When duplicating the records beneath this instruction, omit every picture and keep all else exact.

[Saved entries]
--

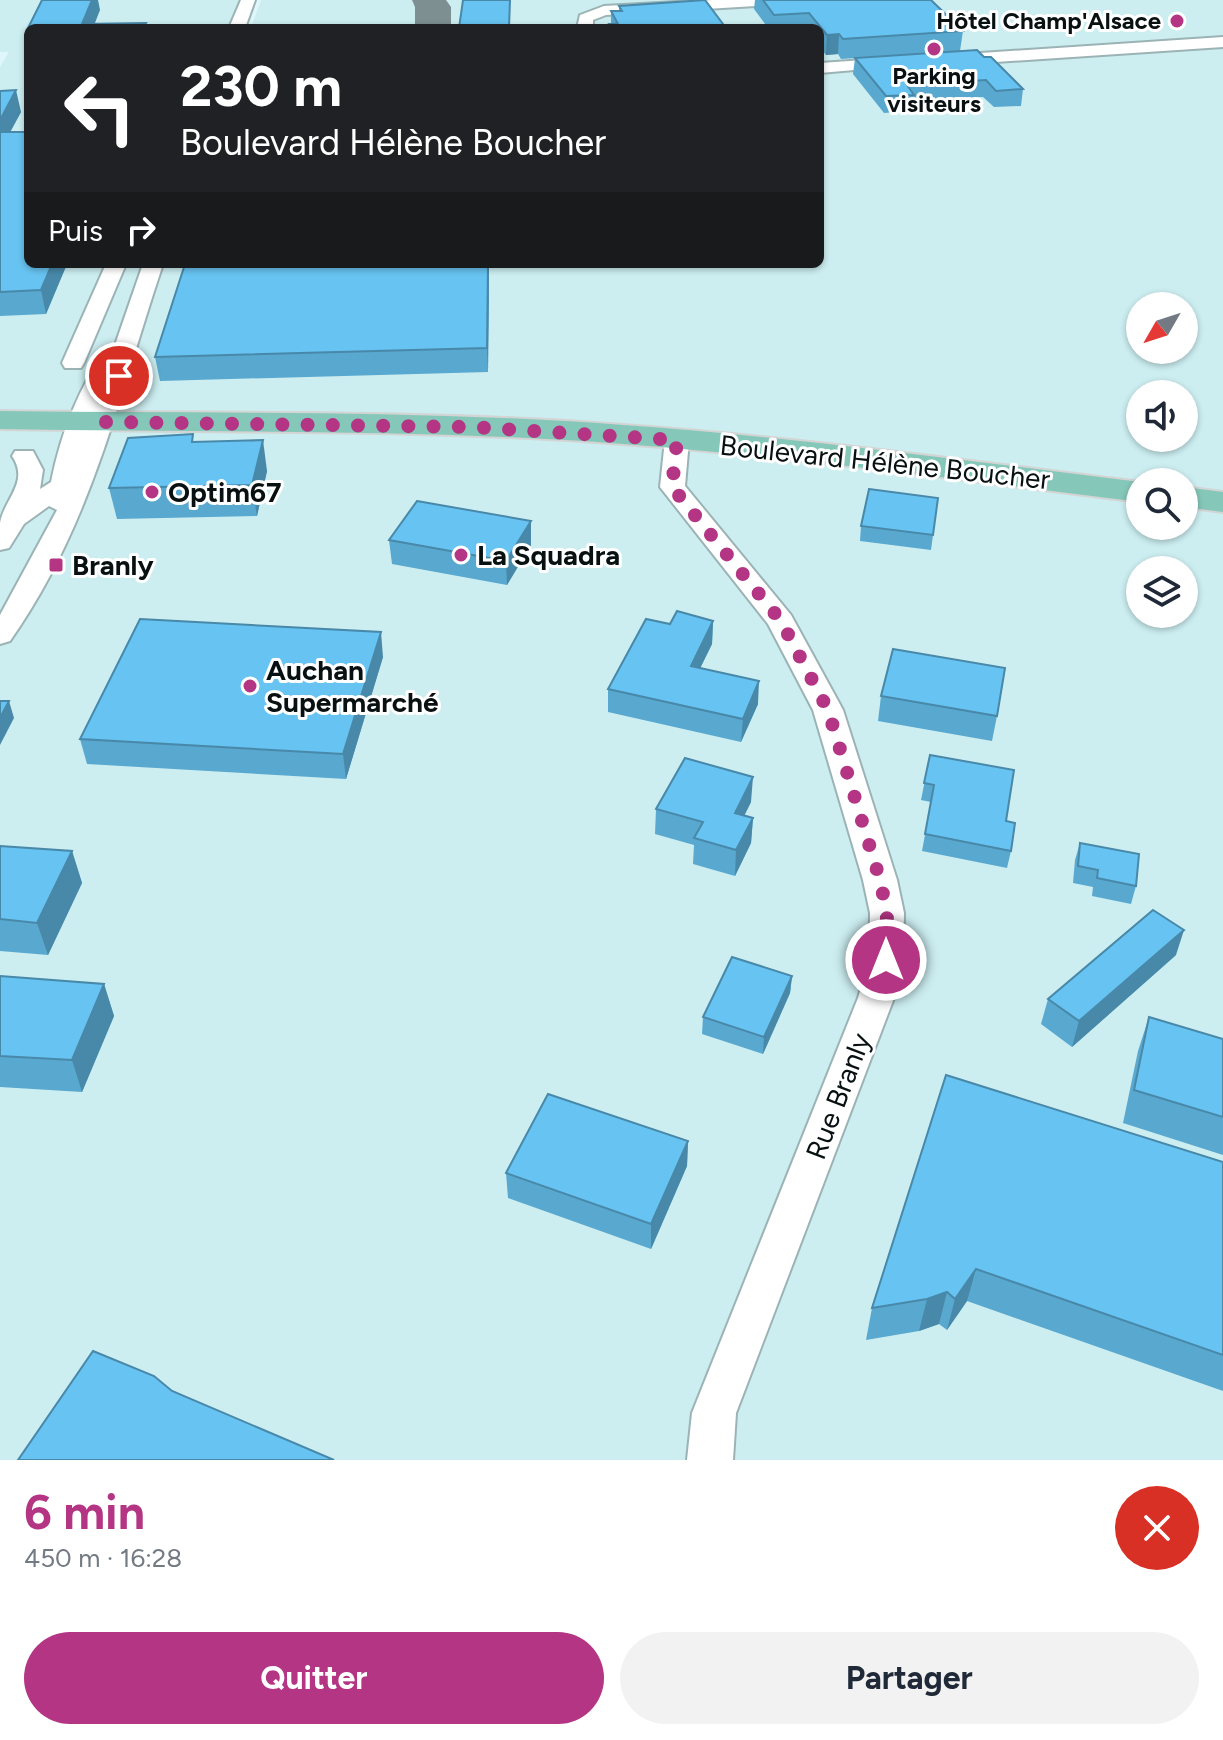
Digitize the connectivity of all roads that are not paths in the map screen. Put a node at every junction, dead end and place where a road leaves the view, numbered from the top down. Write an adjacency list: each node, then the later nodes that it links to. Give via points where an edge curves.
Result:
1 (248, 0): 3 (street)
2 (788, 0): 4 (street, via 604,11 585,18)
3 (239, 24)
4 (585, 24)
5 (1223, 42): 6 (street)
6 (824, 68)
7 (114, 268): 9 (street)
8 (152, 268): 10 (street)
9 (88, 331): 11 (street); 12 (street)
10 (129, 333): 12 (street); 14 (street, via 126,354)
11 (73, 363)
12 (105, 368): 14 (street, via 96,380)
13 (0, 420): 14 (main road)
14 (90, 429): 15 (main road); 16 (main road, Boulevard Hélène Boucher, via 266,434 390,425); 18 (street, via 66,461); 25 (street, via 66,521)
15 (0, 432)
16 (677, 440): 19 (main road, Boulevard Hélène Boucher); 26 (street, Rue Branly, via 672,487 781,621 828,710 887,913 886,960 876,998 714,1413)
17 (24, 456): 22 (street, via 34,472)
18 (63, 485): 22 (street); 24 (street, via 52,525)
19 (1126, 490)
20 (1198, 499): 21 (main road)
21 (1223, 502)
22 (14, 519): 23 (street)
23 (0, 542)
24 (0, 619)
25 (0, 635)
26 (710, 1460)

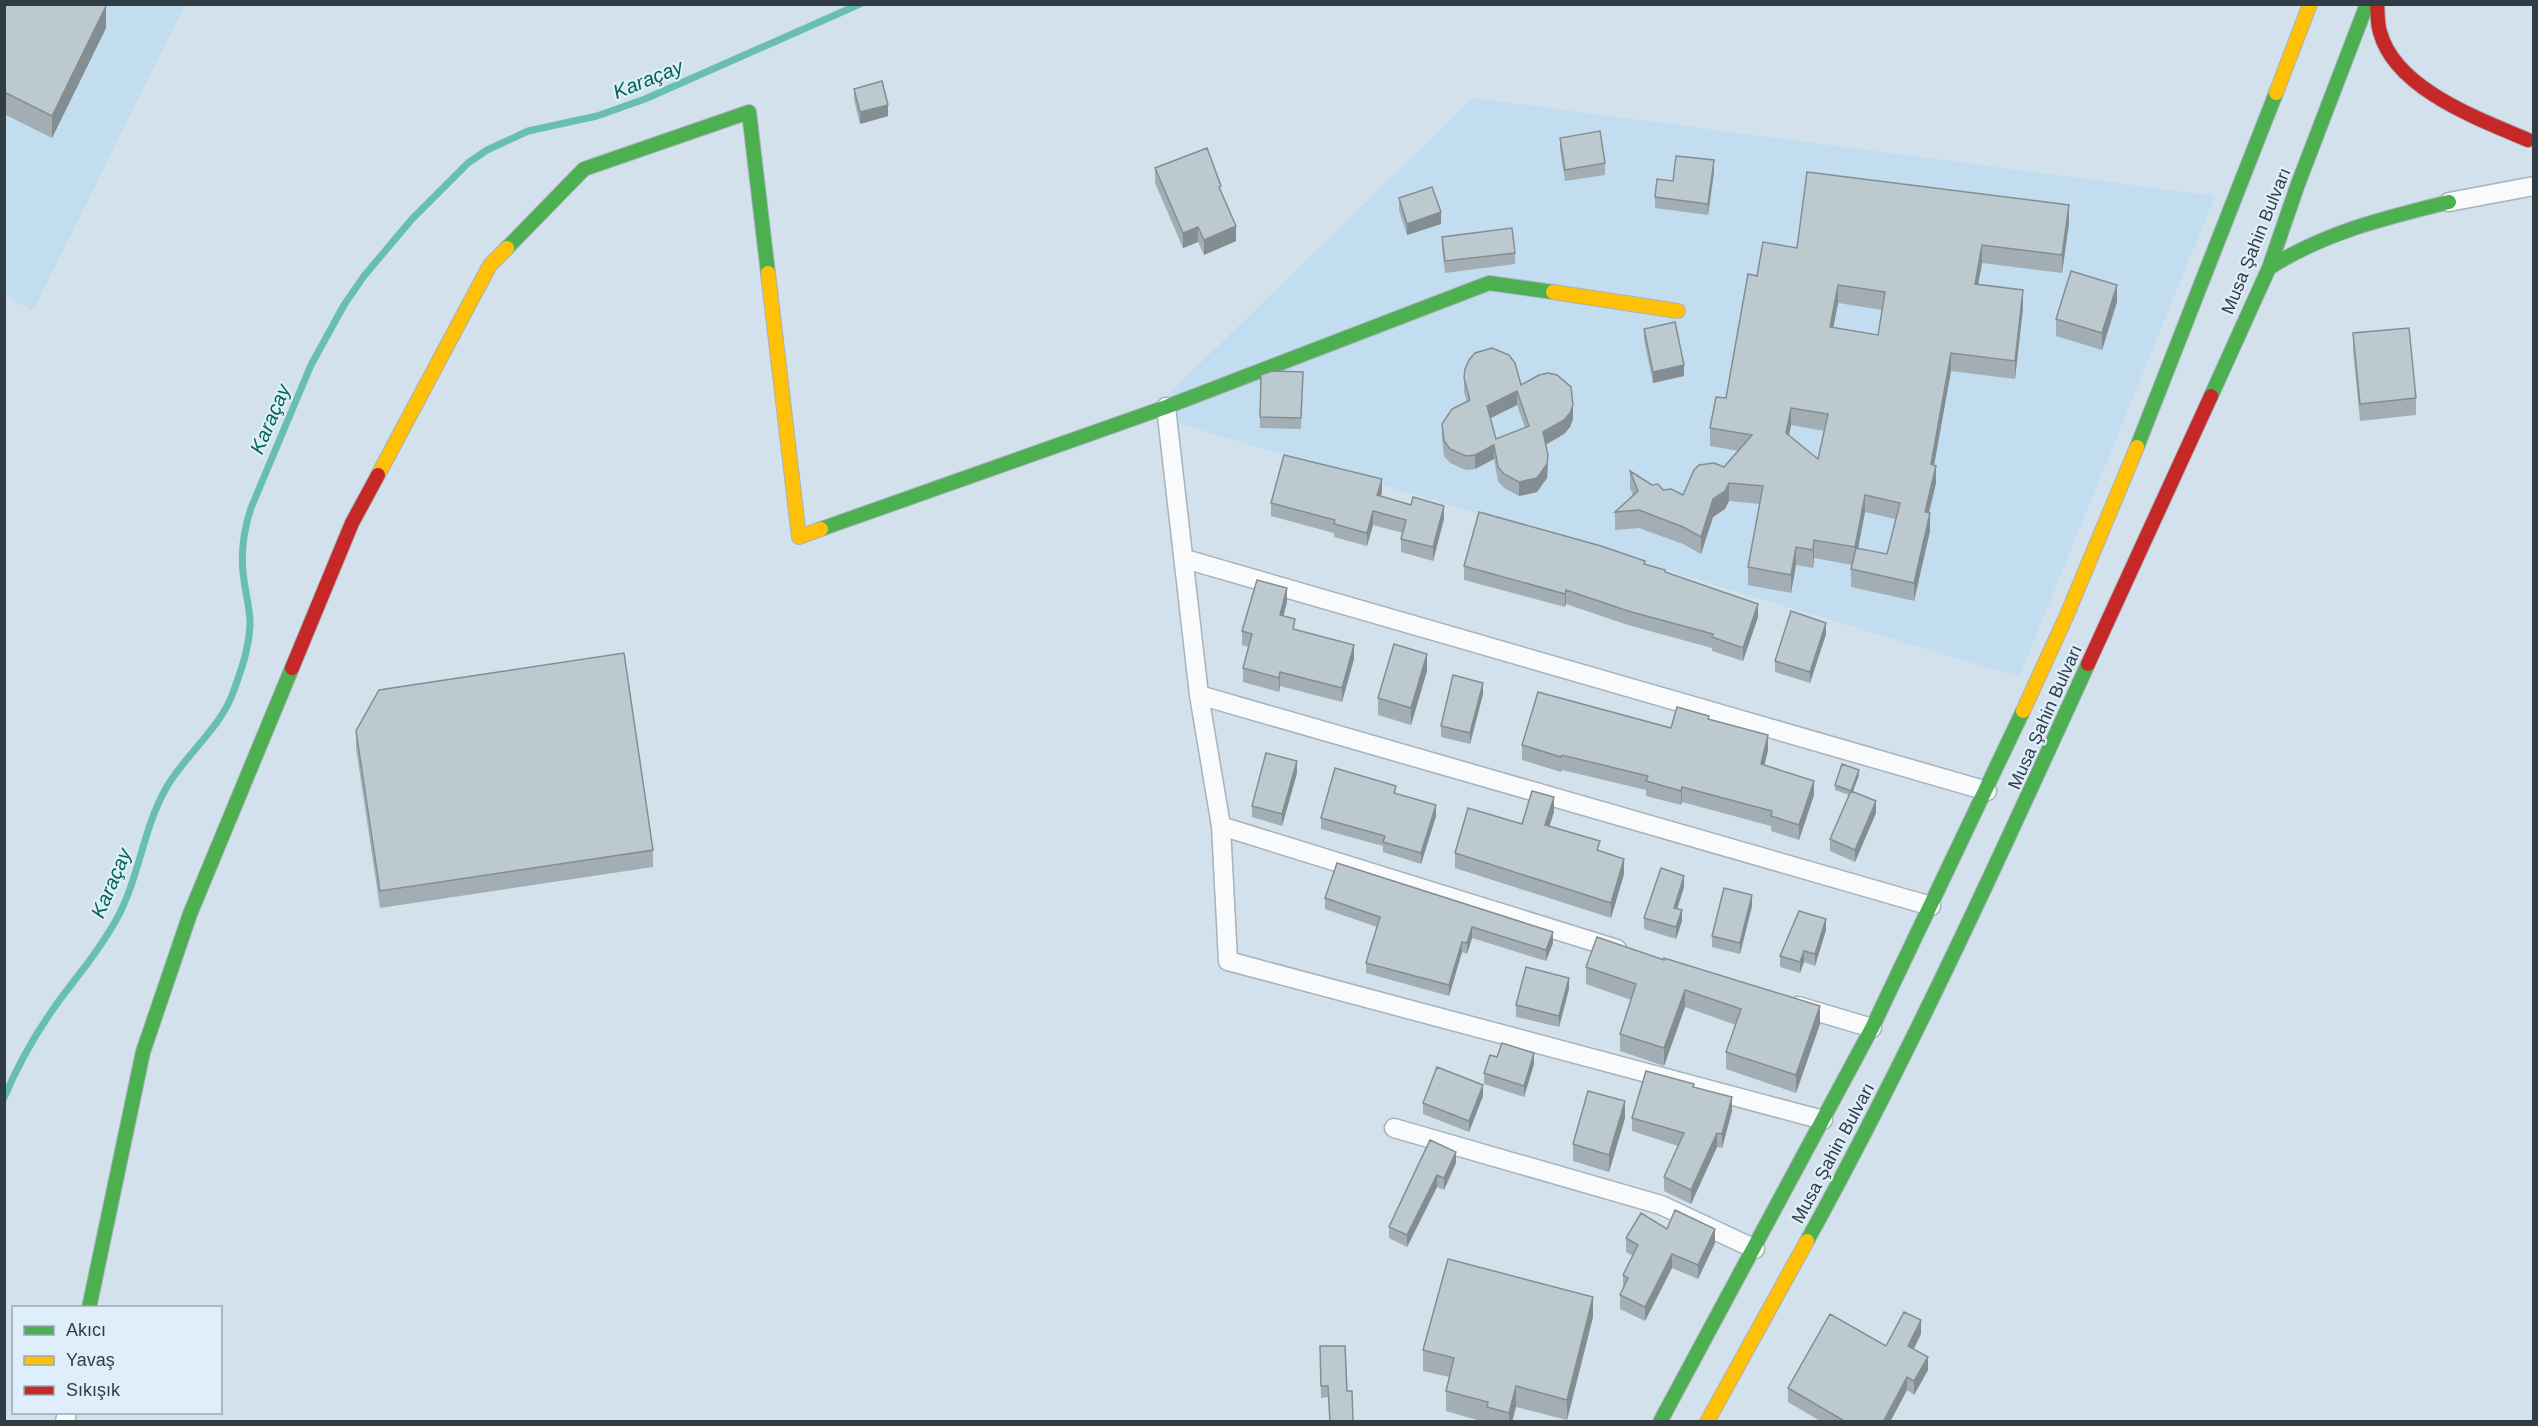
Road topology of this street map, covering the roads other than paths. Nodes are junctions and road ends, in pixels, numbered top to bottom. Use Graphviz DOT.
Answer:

--

→ ANSWER BOX:
Digitize the connectivity of all roads that are not paths in the map screen. Put a node at every junction, dead end and place where a road leaves the view, numbered from the top down. Write an adjacency list: each node, then the later nodes that it links to. Give via points where an edge curves.
Result:
1 (248, 0): 3 (street)
2 (788, 0): 4 (street, via 604,11 585,18)
3 (239, 24)
4 (585, 24)
5 (1223, 42): 6 (street)
6 (824, 68)
7 (114, 268): 9 (street)
8 (152, 268): 10 (street)
9 (88, 331): 11 (street); 12 (street)
10 (129, 333): 12 (street); 14 (street, via 126,354)
11 (73, 363)
12 (105, 368): 14 (street, via 96,380)
13 (0, 420): 14 (main road)
14 (90, 429): 15 (main road); 16 (main road, Boulevard Hélène Boucher, via 266,434 390,425); 18 (street, via 66,461); 25 (street, via 66,521)
15 (0, 432)
16 (677, 440): 19 (main road, Boulevard Hélène Boucher); 26 (street, Rue Branly, via 672,487 781,621 828,710 887,913 886,960 876,998 714,1413)
17 (24, 456): 22 (street, via 34,472)
18 (63, 485): 22 (street); 24 (street, via 52,525)
19 (1126, 490)
20 (1198, 499): 21 (main road)
21 (1223, 502)
22 (14, 519): 23 (street)
23 (0, 542)
24 (0, 619)
25 (0, 635)
26 (710, 1460)

Road topology of this street map, covering the roads other than paths. Nodes are junctions and road ends, in pixels, numbered top to bottom. Use Graphviz DOT.
Answer:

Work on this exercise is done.